有什么应酬,也是老祖宗放话,再去账房上拿,全部有账目可查,不敢多要。这次我们上京,老祖宗除了赏赐些首饰,就是给了二百两的银子。
老祖宗还说,原想给一千两的,让我们到了京里不至于拘束。但是,最近路上也不太平,万一遭遇了劫匪,钱财太多反而让我们送命,还说谨慎些好。
老祖宗给的二百两银子,路上花销和回来后置办东西,如今只剩下二十多两。这些年在湖州,存下的只有些衣裳首饰了。
我和娘亲回家,原本就是依靠父亲的,故而钱财上,我们也没有太留心。给四姐姐过生日,这是咱们应该的,女儿就想到了卖些首饰。。。。。。”
陆落一副吓坏了的样子,软声细语把事情讲明。
陆其钧一想,闻氏的确是个软弱无能的,老太太又是个厉害人物,指望闻氏在老太太手底下弄鬼,存下私房钱,那是异想天开。
如此,陆其钧更气了:他既气闻氏母女身无分文,又气闻氏没用,这么多年在湖州府,啥好事也没捞到。
“行了行了,首饰留着自己用吧,卖什么卖!”陆其钧脸上余怒未消,“不早了,你们歇着吧。”
陆其钧当然不会让陆落去卖首饰。这不是为了陆落,而是为了他自己。他在外头素来慷慨大方,要是传出去他女儿卖首饰,他自己丢脸。
他一肚子气,看到闻氏母女更是火上添油,只想立刻离开。
他的三个姨娘,大姨娘生财有道,二姨娘明艳动人,三姨娘替他生下了唯一的儿子,个个都有长处,能解他烦闷。
独独闻氏母女,一无是处!
“要是闻乐喜回来,朝廷不怎么重视他,我就立马闻氏母女送回湖州府。这一家子女人太多了,阴气重,我就是被她们克的。”陆其钧心想。
陆其钧走后,闻氏喊了丫鬟,把小祠堂收拾干净,然后她们俩回了正院。
府里的正院,从前是大姨娘和三姨娘带着各自的孩子住着;陆其钧带着二姨娘和她的三个女儿,住在西跨院。

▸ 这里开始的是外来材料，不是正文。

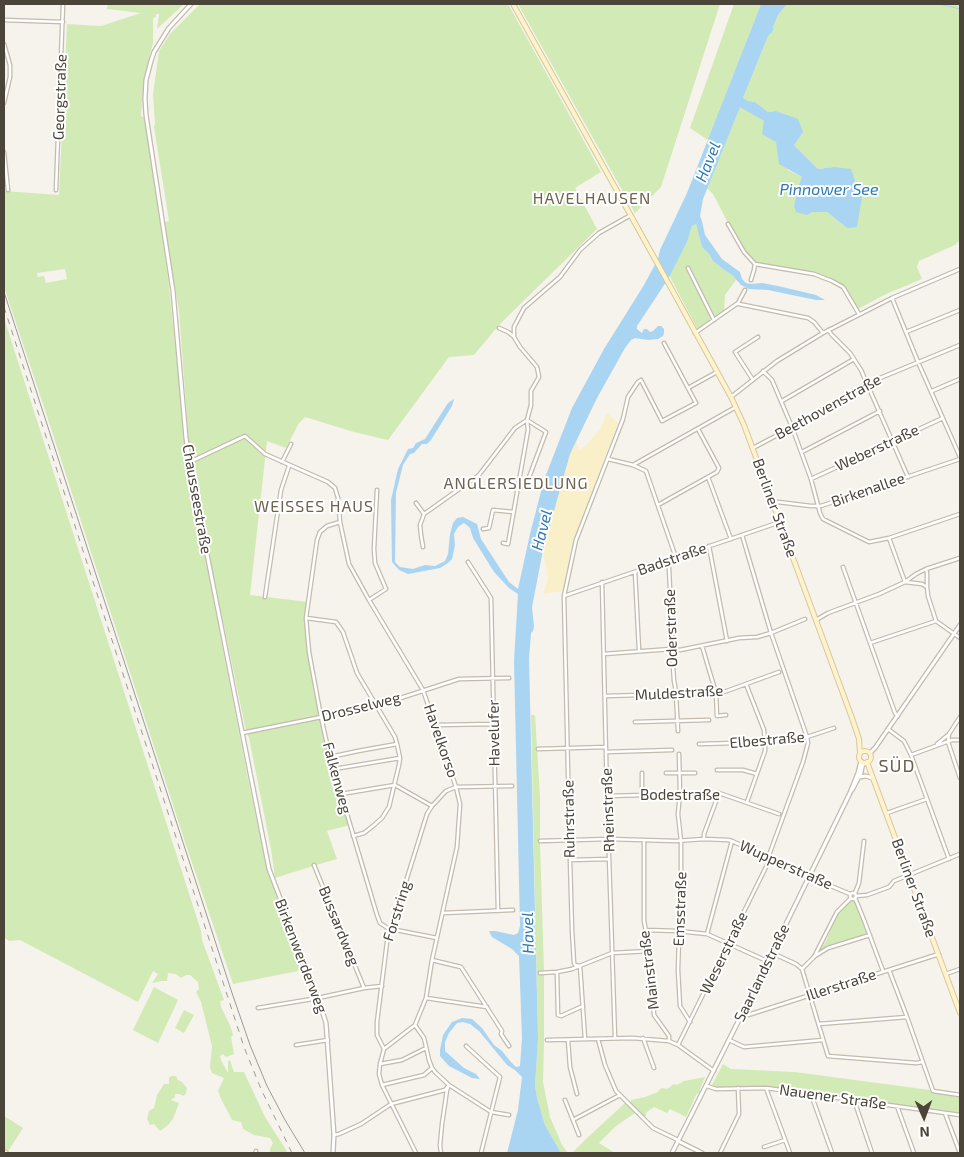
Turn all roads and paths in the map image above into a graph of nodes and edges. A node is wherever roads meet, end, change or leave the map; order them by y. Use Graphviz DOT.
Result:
graph roads {
  1 [pos="63,4"];
  2 [pos="191,4"];
  3 [pos="513,4"];
  4 [pos="4,20"];
  5 [pos="63,22"];
  6 [pos="4,44"];
  7 [pos="4,102"];
  8 [pos="4,152"];
  9 [pos="5,172"];
  10 [pos="8,190"];
  11 [pos="56,190"];
  12 [pos="630,215"];
  13 [pos="728,224"];
  14 [pos="755,264"];
  15 [pos="688,268"];
  16 [pos="960,268"];
  17 [pos="750,280"];
  18 [pos="745,290"];
  19 [pos="892,298"];
  20 [pos="738,303"];
  21 [pos="960,310"];
  22 [pos="859,314"];
  23 [pos="714,320"];
  24 [pos="499,328"];
  25 [pos="828,330"];
  26 [pos="906,332"];
  27 [pos="695,333"];
  28 [pos="823,333"];
  29 [pos="514,336"];
  30 [pos="758,337"];
  31 [pos="664,343"];
  32 [pos="960,345"];
  33 [pos="854,359"];
  34 [pos="918,362"];
  35 [pos="763,371"];
  36 [pos="717,372"];
  37 [pos="960,379"];
  38 [pos="753,380"];
  39 [pos="868,383"];
  40 [pos="688,388"];
  41 [pos="931,391"];
  42 [pos="731,397"];
  43 [pos="782,401"];
  44 [pos="736,407"];
  45 [pos="880,411"];
  46 [pos="943,418"];
  47 [pos="527,420"];
  48 [pos="792,427"];
  49 [pos="698,429"];
  50 [pos="892,442"];
  51 [pos="291,444"];
  52 [pos="753,448"];
  53 [pos="802,452"];
  54 [pos="608,458"];
  55 [pos="960,458"];
  56 [pos="189,461"];
  57 [pos="282,462"];
  58 [pos="633,465"];
  59 [pos="289,466"];
  60 [pos="708,477"];
  61 [pos="908,477"];
  62 [pos="811,479"];
  63 [pos="528,480"];
  64 [pos="519,485"];
  65 [pos="532,488"];
  66 [pos="377,490"];
  67 [pos="416,503"];
  68 [pos="773,503"];
  69 [pos="658,505"];
  70 [pos="818,506"];
  71 [pos="513,512"];
  72 [pos="424,514"];
  73 [pos="960,514"];
  74 [pos="340,522"];
  75 [pos="780,522"];
  76 [pos="484,529"];
  77 [pos="742,535"];
  78 [pos="889,538"];
  79 [pos="731,539"];
  80 [pos="502,543"];
  81 [pos="708,546"];
  82 [pos="423,547"];
  83 [pos="676,558"];
  84 [pos="960,558"];
  85 [pos="667,561"];
  86 [pos="468,562"];
  87 [pos="843,567"];
  88 [pos="926,569"];
  89 [pos="635,571"];
  90 [pos="602,582"];
  91 [pos="905,582"];
  92 [pos="927,587"];
  93 [pos="564,596"];
  94 [pos="265,597"];
  95 [pos="369,600"];
  96 [pos="856,604"];
  97 [pos="306,618"];
  98 [pos="804,619"];
  99 [pos="816,620"];
  100 [pos="936,621"];
  101 [pos="960,625"];
  102 [pos="770,633"];
  103 [pos="954,634"];
  104 [pos="960,638"];
  105 [pos="727,641"];
  106 [pos="870,643"];
  107 [pos="702,646"];
  108 [pos="671,649"];
  109 [pos="639,650"];
  110 [pos="604,654"];
  111 [pos="779,672"];
  112 [pos="492,678"];
  113 [pos="510,678"];
  114 [pos="746,684"];
  115 [pos="423,690"];
  116 [pos="716,693"];
  117 [pos="676,695"];
  118 [pos="606,696"];
  119 [pos="376,706"];
  120 [pos="726,715"];
  121 [pos="898,716"];
  122 [pos="321,717"];
  123 [pos="960,717"];
  124 [pos="709,720"];
  125 [pos="677,721"];
  126 [pos="634,722"];
  127 [pos="494,724"];
  128 [pos="436,725"];
  129 [pos="834,728"];
  130 [pos="888,729"];
  131 [pos="678,732"];
  132 [pos="242,733"];
  133 [pos="949,734"];
  134 [pos="807,737"];
  135 [pos="960,740"];
  136 [pos="765,742"];
  137 [pos="948,742"];
  138 [pos="397,744"];
  139 [pos="699,744"];
  140 [pos="936,745"];
  141 [pos="606,747"];
  142 [pos="567,748"];
  143 [pos="538,749"];
  144 [pos="672,750"];
  145 [pos="606,752"];
  146 [pos="862,752"];
  147 [pos="870,753"];
  148 [pos="679,754"];
  149 [pos="911,755"];
  150 [pos="330,757"];
  151 [pos="400,758"];
  152 [pos="864,762"];
  153 [pos="334,770"];
  154 [pos="717,770"];
  155 [pos="642,773"];
  156 [pos="666,773"];
  157 [pos="680,773"];
  158 [pos="695,773"];
  159 [pos="757,774"];
  160 [pos="859,778"];
  161 [pos="960,778"];
  162 [pos="875,781"];
  163 [pos="395,785"];
  164 [pos="495,786"];
  165 [pos="512,786"];
  166 [pos="456,787"];
  167 [pos="719,793"];
  168 [pos="850,793"];
  169 [pos="341,794"];
  170 [pos="680,794"];
  171 [pos="642,795"];
  172 [pos="607,796"];
  173 [pos="927,799"];
  174 [pos="746,802"];
  175 [pos="432,806"];
  176 [pos="887,813"];
  177 [pos="779,814"];
  178 [pos="353,836"];
  179 [pos="609,839"];
  180 [pos="704,839"];
  181 [pos="569,840"];
  182 [pos="644,840"];
  183 [pos="540,841"];
  184 [pos="681,841"];
  185 [pos="732,841"];
  186 [pos="864,841"];
  187 [pos="960,854"];
  188 [pos="610,859"];
  189 [pos="769,859"];
  190 [pos="949,859"];
  191 [pos="570,860"];
  192 [pos="314,865"];
  193 [pos="910,875"];
  194 [pos="808,877"];
  195 [pos="272,879"];
  196 [pos="853,896"];
  197 [pos="513,910"];
  198 [pos="498,911"];
  199 [pos="442,913"];
  200 [pos="391,929"];
  201 [pos="645,930"];
  202 [pos="678,931"];
  203 [pos="708,934"];
  204 [pos="870,935"];
  205 [pos="438,938"];
  206 [pos="729,943"];
  207 [pos="650,951"];
  208 [pos="772,952"];
  209 [pos="612,953"];
  210 [pos="938,954"];
  211 [pos="814,957"];
  212 [pos="432,960"];
  213 [pos="768,961"];
  214 [pos="580,966"];
  215 [pos="802,969"];
  216 [pos="889,969"];
  217 [pos="960,969"];
  218 [pos="883,971"];
  219 [pos="557,972"];
  220 [pos="540,973"];
  221 [pos="946,974"];
  222 [pos="382,986"];
  223 [pos="364,988"];
  224 [pos="810,995"];
  225 [pos="318,998"];
  226 [pos="426,998"];
  227 [pos="583,1006"];
  228 [pos="487,1007"];
  229 [pos="258,1008"];
  230 [pos="742,1014"];
  231 [pos="960,1014"];
  232 [pos="907,1016"];
  233 [pos="690,1022"];
  234 [pos="818,1024"];
  235 [pos="415,1025"];
  236 [pos="615,1038"];
  237 [pos="643,1038"];
  238 [pos="585,1039"];
  239 [pos="598,1039"];
  240 [pos="328,1040"];
  241 [pos="547,1040"];
  242 [pos="568,1040"];
  243 [pos="729,1040"];
  244 [pos="823,1040"];
  245 [pos="669,1041"];
  246 [pos="296,1045"];
  247 [pos="678,1045"];
  248 [pos="466,1046"];
  249 [pos="509,1046"];
  250 [pos="426,1048"];
  251 [pos="384,1049"];
  252 [pos="923,1062"];
  253 [pos="380,1064"];
  254 [pos="432,1068"];
  255 [pos="654,1068"];
  256 [pos="714,1071"];
  257 [pos="382,1085"];
  258 [pos="449,1085"];
  259 [pos="706,1086"];
  260 [pos="738,1088"];
  261 [pos="766,1088"];
  262 [pos="577,1094"];
  263 [pos="811,1094"];
  264 [pos="620,1095"];
  265 [pos="960,1095"];
  266 [pos="566,1100"];
  267 [pos="854,1100"];
  268 [pos="391,1104"];
  269 [pos="897,1106"];
  270 [pos="491,1112"];
  271 [pos="945,1113"];
  272 [pos="509,1115"];
  273 [pos="960,1115"];
  274 [pos="573,1120"];
  275 [pos="334,1135"];
  276 [pos="580,1135"];
  277 [pos="678,1140"];
  278 [pos="785,1140"];
  279 [pos="764,1147"];
  280 [pos="333,1153"];
  281 [pos="416,1153"];
  282 [pos="441,1153"];
  283 [pos="481,1153"];
  284 [pos="672,1153"];
  285 [pos="702,1153"];
  286 [pos="720,1153"];
  287 [pos="790,1153"];
  288 [pos="832,1153"];
  289 [pos="872,1153"];
  290 [pos="914,1153"];
  291 [pos="960,1153"];
  1 -- 5 [label="street, Georgstraße"];
  2 -- 56 [label="street, Chausseestraße"];
  3 -- 12 [label="main road, Berliner Straße"];
  4 -- 5 [label="street"];
  5 -- 11 [label="street, Georgstraße"];
  6 -- 7 [label="street"];
  8 -- 9 [label="street"];
  9 -- 10 [label="street"];
  12 -- 27 [label="main road, Berliner Straße"];
  12 -- 29 [label="street"];
  13 -- 14 [label="street"];
  14 -- 17 [label="street"];
  14 -- 22 [label="street"];
  15 -- 23 [label="street"];
  16 -- 19 [label="street"];
  18 -- 20 [label="street"];
  19 -- 22 [label="street"];
  19 -- 26 [label="street"];
  20 -- 23 [label="street"];
  20 -- 28 [label="street"];
  21 -- 26 [label="street"];
  22 -- 25 [label="street"];
  23 -- 27 [label="street"];
  24 -- 29 [label="street"];
  25 -- 28 [label="street"];
  25 -- 33 [label="street"];
  26 -- 34 [label="street"];
  27 -- 36 [label="main road, Berliner Straße"];
  28 -- 35 [label="street"];
  29 -- 47 [label="street"];
  30 -- 38 [label="street"];
  31 -- 40 [label="street"];
  32 -- 34 [label="street, Beethovenstraße"];
  33 -- 39 [label="street"];
  33 -- 43 [label="street"];
  34 -- 39 [label="street, Beethovenstraße"];
  34 -- 41 [label="street"];
  35 -- 38 [label="street"];
  35 -- 43 [label="street"];
  36 -- 40 [label="street"];
  36 -- 42 [label="main road, Berliner Straße"];
  37 -- 41 [label="street"];
  38 -- 42 [label="street"];
  39 -- 45 [label="street"];
  39 -- 48 [label="street, Beethovenstraße"];
  40 -- 54 [label="street, Ruhrstraße"];
  41 -- 46 [label="street"];
  42 -- 44 [label="main road, Berliner Straße"];
  43 -- 48 [label="street"];
  44 -- 49 [label="street"];
  44 -- 52 [label="main road, Berliner Straße"];
  45 -- 50 [label="street"];
  45 -- 53 [label="street"];
  46 -- 50 [label="street, Weberstraße"];
  46 -- 55 [label="street"];
  47 -- 63 [label="street"];
  47 -- 64 [label="street"];
  47 -- 72 [label="street"];
  48 -- 52 [label="street, Beethovenstraße"];
  48 -- 53 [label="street"];
  49 -- 58 [label="street"];
  49 -- 60 [label="street"];
  50 -- 61 [label="street"];
  50 -- 62 [label="street, Weberstraße"];
  51 -- 57 [label="street"];
  52 -- 68 [label="main road, Berliner Straße"];
  53 -- 62 [label="street"];
  54 -- 58 [label="street"];
  54 -- 93 [label="street, Ruhrstraße"];
  55 -- 61 [label="street, Birkenallee"];
  56 -- 57 [label="street, Havelkorso"];
  56 -- 132 [label="street, Chausseestraße"];
  57 -- 59 [label="street, Havelkorso"];
  58 -- 69 [label="street"];
  59 -- 74 [label="street, Havelkorso"];
  59 -- 94 [label="street"];
  60 -- 69 [label="street"];
  60 -- 79 [label="street"];
  61 -- 70 [label="street, Birkenallee"];
  62 -- 70 [label="street"];
  64 -- 65 [label="street"];
  64 -- 71 [label="street"];
  66 -- 95 [label="street"];
  67 -- 72 [label="street"];
  68 -- 70 [label="street, Birkenallee"];
  68 -- 75 [label="main road, Berliner Straße"];
  69 -- 83 [label="street"];
  70 -- 78 [label="street"];
  71 -- 76 [label="street"];
  71 -- 80 [label="street"];
  72 -- 82 [label="street"];
  73 -- 78 [label="street"];
  74 -- 95 [label="street, Havelkorso"];
  74 -- 97 [label="street, Falkenweg"];
  75 -- 77 [label="street, Badstraße"];
  75 -- 99 [label="main road, Berliner Straße"];
  77 -- 79 [label="street, Badstraße"];
  77 -- 102 [label="street"];
  78 -- 91 [label="street"];
  79 -- 81 [label="street, Badstraße"];
  81 -- 83 [label="street, Badstraße"];
  81 -- 105 [label="street"];
  83 -- 85 [label="street, Badstraße"];
  84 -- 88 [label="street"];
  85 -- 89 [label="street, Badstraße"];
  85 -- 108 [label="street, Oderstraße"];
  86 -- 112 [label="street, Havelufer"];
  87 -- 96 [label="street"];
  88 -- 91 [label="street"];
  88 -- 92 [label="street"];
  89 -- 90 [label="street, Badstraße"];
  89 -- 109 [label="street"];
  90 -- 93 [label="street, Badstraße"];
  90 -- 110 [label="street, Rheinstraße"];
  91 -- 92 [label="street"];
  91 -- 96 [label="street"];
  92 -- 100 [label="street"];
  93 -- 142 [label="street, Ruhrstraße"];
  95 -- 115 [label="street, Havelkorso"];
  96 -- 99 [label="street"];
  96 -- 106 [label="street"];
  97 -- 119 [label="street"];
  97 -- 122 [label="street, Falkenweg"];
  98 -- 102 [label="street"];
  99 -- 146 [label="main road, Berliner Straße"];
  100 -- 103 [label="street"];
  100 -- 106 [label="street"];
  101 -- 103 [label="street"];
  102 -- 105 [label="street"];
  102 -- 134 [label="street"];
  103 -- 104 [label="street"];
  103 -- 121 [label="street"];
  105 -- 107 [label="street"];
  106 -- 121 [label="street"];
  107 -- 108 [label="street"];
  107 -- 116 [label="street"];
  108 -- 109 [label="street"];
  108 -- 117 [label="street, Oderstraße"];
  109 -- 110 [label="street"];
  110 -- 118 [label="street, Rheinstraße"];
  111 -- 114 [label="street, Muldestraße"];
  112 -- 113 [label="street, Drosselweg"];
  112 -- 115 [label="street, Drosselweg"];
  112 -- 127 [label="street, Havelufer"];
  114 -- 116 [label="street, Muldestraße"];
  114 -- 136 [label="street"];
  115 -- 119 [label="street, Drosselweg"];
  115 -- 128 [label="street, Havelkorso"];
  116 -- 117 [label="street, Muldestraße"];
  116 -- 120 [label="street"];
  117 -- 118 [label="street, Muldestraße"];
  117 -- 125 [label="street, Oderstraße"];
  118 -- 141 [label="street, Rheinstraße"];
  119 -- 122 [label="street, Drosselweg"];
  119 -- 138 [label="street"];
  121 -- 130 [label="street"];
  122 -- 132 [label="street, Drosselweg"];
  122 -- 150 [label="street, Falkenweg"];
  123 -- 133 [label="street"];
  124 -- 125 [label="street"];
  125 -- 126 [label="street"];
  125 -- 131 [label="street, Oderstraße"];
  127 -- 128 [label="street"];
  127 -- 164 [label="street, Havelufer"];
  128 -- 166 [label="street, Havelkorso"];
  129 -- 134 [label="street, Elbestraße"];
  130 -- 147 [label="street"];
  130 -- 149 [label="street"];
  132 -- 195 [label="street, Chausseestraße"];
  133 -- 137 [label="street"];
  133 -- 140 [label="street"];
  134 -- 136 [label="street, Elbestraße"];
  134 -- 189 [label="street, Weserstraße"];
  135 -- 137 [label="street"];
  136 -- 139 [label="street, Elbestraße"];
  136 -- 159 [label="street"];
  137 -- 140 [label="street"];
  137 -- 161 [label="street"];
  138 -- 150 [label="street"];
  138 -- 151 [label="street"];
  140 -- 149 [label="street"];
  141 -- 142 [label="street"];
  141 -- 145 [label="street, Rheinstraße"];
  142 -- 143 [label="street"];
  142 -- 181 [label="street, Ruhrstraße"];
  144 -- 145 [label="street"];
  145 -- 172 [label="street, Rheinstraße"];
  146 -- 147 [label="main road"];
  146 -- 152 [label="main road, Berliner Straße"];
  147 -- 152 [label="main road"];
  148 -- 157 [label="street, Emsstraße"];
  149 -- 173 [label="street"];
  150 -- 153 [label="street, Falkenweg"];
  151 -- 153 [label="street"];
  151 -- 163 [label="street"];
  152 -- 160 [label="street, Saarlandstraße"];
  152 -- 162 [label="main road, Berliner Straße"];
  152 -- 168 [label="street, Saarlandstraße"];
  153 -- 169 [label="street, Falkenweg"];
  154 -- 159 [label="street"];
  155 -- 171 [label="street"];
  156 -- 157 [label="street"];
  157 -- 158 [label="street"];
  157 -- 170 [label="street, Emsstraße"];
  159 -- 174 [label="street"];
  160 -- 162 [label="street"];
  160 -- 168 [label="street, Saarlandstraße"];
  162 -- 176 [label="main road, Berliner Straße"];
  163 -- 169 [label="street"];
  163 -- 175 [label="street"];
  163 -- 178 [label="street"];
  164 -- 165 [label="street"];
  164 -- 166 [label="street"];
  164 -- 198 [label="street, Havelufer"];
  166 -- 175 [label="street, Forstring"];
  166 -- 199 [label="street, Havelkorso"];
  167 -- 170 [label="street, Bodestraße"];
  167 -- 174 [label="street, Bodestraße"];
  167 -- 180 [label="street"];
  168 -- 194 [label="street, Saarlandstraße"];
  169 -- 178 [label="street, Falkenweg"];
  170 -- 171 [label="street, Bodestraße"];
  170 -- 184 [label="street, Emsstraße"];
  171 -- 172 [label="street, Bodestraße"];
  172 -- 179 [label="street, Rheinstraße"];
  173 -- 176 [label="street"];
  173 -- 190 [label="street"];
  174 -- 177 [label="street, Bodestraße"];
  175 -- 200 [label="street, Forstring"];
  176 -- 193 [label="main road, Berliner Straße"];
  178 -- 200 [label="street, Falkenweg"];
  179 -- 181 [label="street, Wupperstraße"];
  179 -- 182 [label="street, Wupperstraße"];
  179 -- 188 [label="street, Rheinstraße"];
  180 -- 184 [label="street, Wupperstraße"];
  180 -- 185 [label="street, Wupperstraße"];
  181 -- 183 [label="street, Wupperstraße"];
  181 -- 191 [label="street, Ruhrstraße"];
  182 -- 184 [label="street, Wupperstraße"];
  182 -- 201 [label="street, Mainstraße"];
  184 -- 202 [label="street, Emsstraße"];
  185 -- 189 [label="street, Wupperstraße"];
  185 -- 203 [label="street"];
  186 -- 196 [label="street"];
  187 -- 190 [label="street"];
  188 -- 191 [label="street"];
  188 -- 209 [label="street, Rheinstraße"];
  189 -- 194 [label="street, Wupperstraße"];
  189 -- 206 [label="street, Weserstraße"];
  190 -- 193 [label="street"];
  191 -- 214 [label="street, Ruhrstraße"];
  192 -- 223 [label="street, Bussardweg"];
  193 -- 196 [label="street"];
  193 -- 210 [label="main road, Berliner Straße"];
  194 -- 196 [label="street, Wupperstraße"];
  194 -- 208 [label="street, Saarlandstraße"];
  195 -- 225 [label="street, Birkenwerderweg"];
  196 -- 204 [label="street"];
  196 -- 211 [label="street"];
  197 -- 198 [label="street"];
  198 -- 199 [label="street"];
  199 -- 205 [label="street, Havelkorso"];
  200 -- 205 [label="street"];
  200 -- 222 [label="street, Forstring"];
  201 -- 202 [label="street"];
  201 -- 207 [label="street, Mainstraße"];
  202 -- 203 [label="street"];
  202 -- 233 [label="street, Emsstraße"];
  203 -- 206 [label="street"];
  204 -- 211 [label="street"];
  204 -- 218 [label="street"];
  205 -- 212 [label="street, Havelkorso"];
  206 -- 213 [label="street"];
  206 -- 233 [label="street, Weserstraße"];
  207 -- 209 [label="street"];
  207 -- 245 [label="street, Mainstraße"];
  208 -- 213 [label="street, Saarlandstraße"];
  208 -- 215 [label="street"];
  209 -- 214 [label="street"];
  209 -- 236 [label="street, Rheinstraße"];
  210 -- 216 [label="street, Illerstraße"];
  210 -- 221 [label="main road, Berliner Straße"];
  211 -- 215 [label="street"];
  212 -- 226 [label="street, Havelkorso"];
  212 -- 228 [label="street"];
  213 -- 230 [label="street, Saarlandstraße"];
  214 -- 219 [label="street"];
  214 -- 227 [label="street, Ruhrstraße"];
  215 -- 224 [label="street"];
  216 -- 218 [label="street, Illerstraße"];
  216 -- 232 [label="street"];
  217 -- 221 [label="street"];
  218 -- 224 [label="street, Illerstraße"];
  219 -- 220 [label="street"];
  219 -- 227 [label="street"];
  221 -- 231 [label="main road, Berliner Straße"];
  222 -- 223 [label="street"];
  222 -- 251 [label="street, Forstring"];
  223 -- 225 [label="street"];
  224 -- 230 [label="street, Illerstraße"];
  224 -- 234 [label="street"];
  225 -- 229 [label="street"];
  225 -- 240 [label="street, Birkenwerderweg"];
  226 -- 228 [label="street"];
  226 -- 235 [label="street, Havelkorso"];
  227 -- 238 [label="street, Ruhrstraße"];
  228 -- 249 [label="street"];
  230 -- 243 [label="street, Saarlandstraße"];
  232 -- 234 [label="street"];
  232 -- 252 [label="street"];
  233 -- 247 [label="street, Weserstraße"];
  234 -- 244 [label="street"];
  235 -- 250 [label="street"];
  235 -- 251 [label="street"];
  236 -- 237 [label="street"];
  236 -- 239 [label="street"];
  237 -- 245 [label="street"];
  237 -- 255 [label="street"];
  238 -- 239 [label="street"];
  238 -- 242 [label="street"];
  239 -- 264 [label="street"];
  240 -- 246 [label="street"];
  240 -- 275 [label="street, Birkenwerderweg"];
  241 -- 242 [label="street"];
  242 -- 262 [label="street"];
  243 -- 244 [label="street"];
  243 -- 256 [label="street, Saarlandstraße"];
  244 -- 252 [label="street"];
  245 -- 247 [label="street"];
  247 -- 256 [label="street"];
  248 -- 270 [label="street"];
  250 -- 253 [label="street"];
  250 -- 254 [label="street"];
  251 -- 253 [label="street"];
  252 -- 265 [label="street"];
  253 -- 257 [label="street"];
  254 -- 257 [label="street"];
  254 -- 258 [label="street"];
  256 -- 259 [label="street, Saarlandstraße"];
  257 -- 268 [label="street"];
  258 -- 268 [label="street"];
  258 -- 270 [label="street"];
  258 -- 282 [label="street"];
  259 -- 260 [label="street, Nauener Straße"];
  259 -- 277 [label="street, Saarlandstraße"];
  260 -- 261 [label="street, Nauener Straße"];
  260 -- 286 [label="street"];
  261 -- 263 [label="street, Nauener Straße"];
  261 -- 278 [label="street"];
  263 -- 267 [label="street, Nauener Straße"];
  263 -- 288 [label="street"];
  264 -- 274 [label="street"];
  264 -- 277 [label="street"];
  266 -- 274 [label="street"];
  267 -- 269 [label="street, Nauener Straße"];
  267 -- 289 [label="street"];
  268 -- 275 [label="street"];
  268 -- 281 [label="street"];
  269 -- 271 [label="street, Nauener Straße"];
  269 -- 290 [label="street"];
  270 -- 272 [label="street"];
  270 -- 283 [label="street"];
  271 -- 273 [label="street, Nauener Straße"];
  271 -- 291 [label="street"];
  274 -- 276 [label="street"];
  275 -- 280 [label="street, Birkenwerderweg"];
  277 -- 284 [label="street, Saarlandstraße"];
  277 -- 285 [label="street"];
  278 -- 279 [label="street"];
  278 -- 287 [label="street"];
}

闻氏回来了,大姨娘搬到了东跨院,三姨娘搬到了南罩院,仍领着各自的孩子住。
陆落就和闻氏正院。
陆落住在正院的西厢房。
“。。。。。。头面还卖吗?”陆落替闻氏散发,低声询问她。
“卖了吧。你也瞧见了,这个家里的钱,你爹爹都做不了主,以后咱们有个应酬,万一拿出来钱,岂不是叫他生疑?”闻氏道。
闻氏母女俩啥都缺,就是不缺钱。
她们在湖州府,甚至京城都有店铺和田地,全是闻氏自己培养了可靠的下人管着。别说陆其钧,天天跟她们一起生活的老祖宗都不知情。
陆落在湖州府,有个“欺世盗名”的师父。
她师父是个神棍,摆摊算卦,其实没什么真本事。
可是陆落有,她原本就是风水师。她自己算了一卦,按照卦上的提示,找到她师父。每次有什么生意,让师父去揽,然后陆落化妆成他的小童子,出去帮人家看风水、看面相。
他们出入的,都是湖州府大富大贵门第,每次要价高昂。
如此一来,不仅仅生意越来越好,她师父的名声也越来越响亮。
陆落在背后不出头,只分钱,两年赚了不少。
这些钱,闻氏都知道。陆落把钱交给她,闻氏就在湖州府又置办了田地和店铺。
她们母女俩名下,田地有五十倾,各处的店铺上百家。哪怕是坐吃山空,也够她们俩吃一辈子的。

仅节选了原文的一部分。